Warren Beatty had a tendency in the 1970’s to take a lot of self-indulgent roles, from an irresistable hair stylist in the abominable Shampoo to a courageous newspaperman in the uneven Parallax View, so the title role (guess which) in McCabe & Mrs. Miller is something of a departure—despite Beatty’s good looks, his character’s an out-and-out cad, an unsympathetic and redemptionless anti-hero. For once, Beatty’s character is intentionally unlikeable.

That’s because McCabe… is a sort of anti-Western,a modernized and revised take on the genre. Altman, as he would do for Raymond Chandler’s Los Angeles in The Long Goodbye two years later, strips the West of its romantic trappings—there are no cowboy hats, no John Waynes, no proud masculinity on boastful display. The sets were constructed by Altman’s crew in the middle of the wilderness, and they lived in the houses they built or, in the case of many structures, half-built, so there’s no denying McCabe & Mrs. Miller’s authenticity; overall it’s visually stunning, and Leon Erickson’s strikingly realistic production design is captured gorgeously in Vilmos Zsigmond’s cinematography, a combination of soft lighting and hazy filtering that gives the film an antiquated and dreamy look.
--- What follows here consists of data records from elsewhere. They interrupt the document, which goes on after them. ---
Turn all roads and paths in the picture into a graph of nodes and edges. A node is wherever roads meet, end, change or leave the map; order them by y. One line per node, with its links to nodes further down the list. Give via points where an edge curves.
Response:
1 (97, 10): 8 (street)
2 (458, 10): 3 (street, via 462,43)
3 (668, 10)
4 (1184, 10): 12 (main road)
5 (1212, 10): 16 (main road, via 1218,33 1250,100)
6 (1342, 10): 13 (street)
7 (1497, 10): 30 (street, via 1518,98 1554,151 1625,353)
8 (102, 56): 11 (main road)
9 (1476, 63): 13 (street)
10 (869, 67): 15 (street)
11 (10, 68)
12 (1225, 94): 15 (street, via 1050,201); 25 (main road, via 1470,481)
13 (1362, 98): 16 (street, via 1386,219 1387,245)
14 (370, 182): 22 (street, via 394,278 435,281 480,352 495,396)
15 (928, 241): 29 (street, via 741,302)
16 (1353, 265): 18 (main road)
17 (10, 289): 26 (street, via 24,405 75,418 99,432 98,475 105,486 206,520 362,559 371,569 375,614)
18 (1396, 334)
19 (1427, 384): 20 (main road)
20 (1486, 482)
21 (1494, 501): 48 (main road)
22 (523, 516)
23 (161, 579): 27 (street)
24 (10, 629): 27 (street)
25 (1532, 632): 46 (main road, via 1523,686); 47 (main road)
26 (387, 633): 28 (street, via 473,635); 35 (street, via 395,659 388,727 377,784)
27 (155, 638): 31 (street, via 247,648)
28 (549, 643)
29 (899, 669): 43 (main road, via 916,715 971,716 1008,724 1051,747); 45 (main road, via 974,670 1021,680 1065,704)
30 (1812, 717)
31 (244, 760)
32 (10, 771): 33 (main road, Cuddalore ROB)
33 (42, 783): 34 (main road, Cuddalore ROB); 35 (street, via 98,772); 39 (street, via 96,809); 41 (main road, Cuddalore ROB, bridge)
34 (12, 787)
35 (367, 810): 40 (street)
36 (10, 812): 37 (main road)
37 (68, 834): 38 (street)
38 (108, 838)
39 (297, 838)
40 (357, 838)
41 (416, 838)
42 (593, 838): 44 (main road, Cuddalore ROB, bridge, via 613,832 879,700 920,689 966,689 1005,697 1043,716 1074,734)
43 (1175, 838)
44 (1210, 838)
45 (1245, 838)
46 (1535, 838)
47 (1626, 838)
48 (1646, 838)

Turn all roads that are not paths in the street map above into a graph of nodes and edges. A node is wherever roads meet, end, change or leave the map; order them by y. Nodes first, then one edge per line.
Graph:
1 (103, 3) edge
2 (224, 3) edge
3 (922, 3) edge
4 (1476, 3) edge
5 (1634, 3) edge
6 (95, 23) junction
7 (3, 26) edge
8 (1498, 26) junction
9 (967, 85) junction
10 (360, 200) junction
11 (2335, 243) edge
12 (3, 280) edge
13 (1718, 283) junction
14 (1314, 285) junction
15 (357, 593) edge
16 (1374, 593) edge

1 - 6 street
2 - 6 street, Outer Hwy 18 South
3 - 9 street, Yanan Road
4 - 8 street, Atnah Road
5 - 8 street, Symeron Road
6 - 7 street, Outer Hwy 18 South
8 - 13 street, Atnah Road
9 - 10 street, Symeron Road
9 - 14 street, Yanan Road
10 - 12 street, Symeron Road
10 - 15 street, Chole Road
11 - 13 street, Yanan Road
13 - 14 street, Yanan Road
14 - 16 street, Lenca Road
But Altman’s revisionism goes a bit too far; his characters aren’t ambivalently sympathetic or equivocally heroic, just an aggregation of scoundrels, louts and whores. McCabe rides into a frontier mining town, Presbyterian Church, as a stranger—just some Joseph looking for a manger. (Songs from Leonard Cohen’s first album constitute the soundtrack, contributing to the poetic delicacy established by Zsigmond.) He walks into the tavern, starts up a poker game, and before you know it the townsmen are working for him, building McCabe his own casino and ramshackle brothel. Mrs. Miller (Julie Christie, over the top), another stranger and sister of mercy, arrives on a whim proposing she be allowed to build and manage a high-class whorehouse, on McCabe’s dime of course; McCabe gives in to her, surprisingly and rather quickly, despite the fact that, as he tells tavern-owner Patrick Sheehan, “Deals is what I come up here to get away from.”

“The minute you arrived in town, I knew you was a man to be reckoned with,” Sheehan tells him. “That’s a lot of shit and you know it,” McCabe fires back. That is a lot of shit, I knew it, too; McCabe’s a nobody, and as Mrs. Miller’s whorehouse proves more successful than any of his personal ventures, she assumes a more forceful position of leadership in their relationship, reducing the emasculated McCabe to a drunken pimp and vulgar wiseass, a rich man stumbling drunk around his town telling dirty jokes. When representatives from a large Mining Company come to buy him out, his bratty attempts at negotiation are construed, correctly, as obnoxious arrogance. Well, there’s more than one way to get his land, and hired guns are dispatched to Presbyterian Church.

Cowardly McCabe doesn’t run away, but he does try to take the matter to the newspapers or the courts, trying to find someone, anyone, else to fight his battle for him; ultimately he confronts the contract killers, practically pleading to take any offer the mining company will make. When he insinuates that they’ve come up to kill him, the enormously tall leader of the hitmen feigns ignorance: “I came to hunt bear,” he claims, and the audience, seeing McCabe decked-out in his ridiculous fur coat and looking like a grizzly, knows he’s fucked.

A tense and craven shoot-out concludes the film: a film with a hitherto drained and muted palette, comprised exclusively of browns and grays, is suddenly bright white and orange—as a snowstorm rages, men are dishonorably shot in the back while, simultaneously, the church burns allegorically, the two events working in parallel to forge a sad and effective finale. Though Altman’s overall approach is unique, it still feels as though he aspires to classical tragedy; but can an effective tragedy have an irredeemable scalawag as its protagonist, with a prurient, opium-addicted harpy as his lover? It’s simply detaching. McCabe & Mrs. Miller is, in the end, just a failed experiment, a complete 180 from the standard Hollywood form, when all it needs is just a bit of complexity and ambiguity. Altman’s film is simply black instead of white, when what it really ought to be is gray.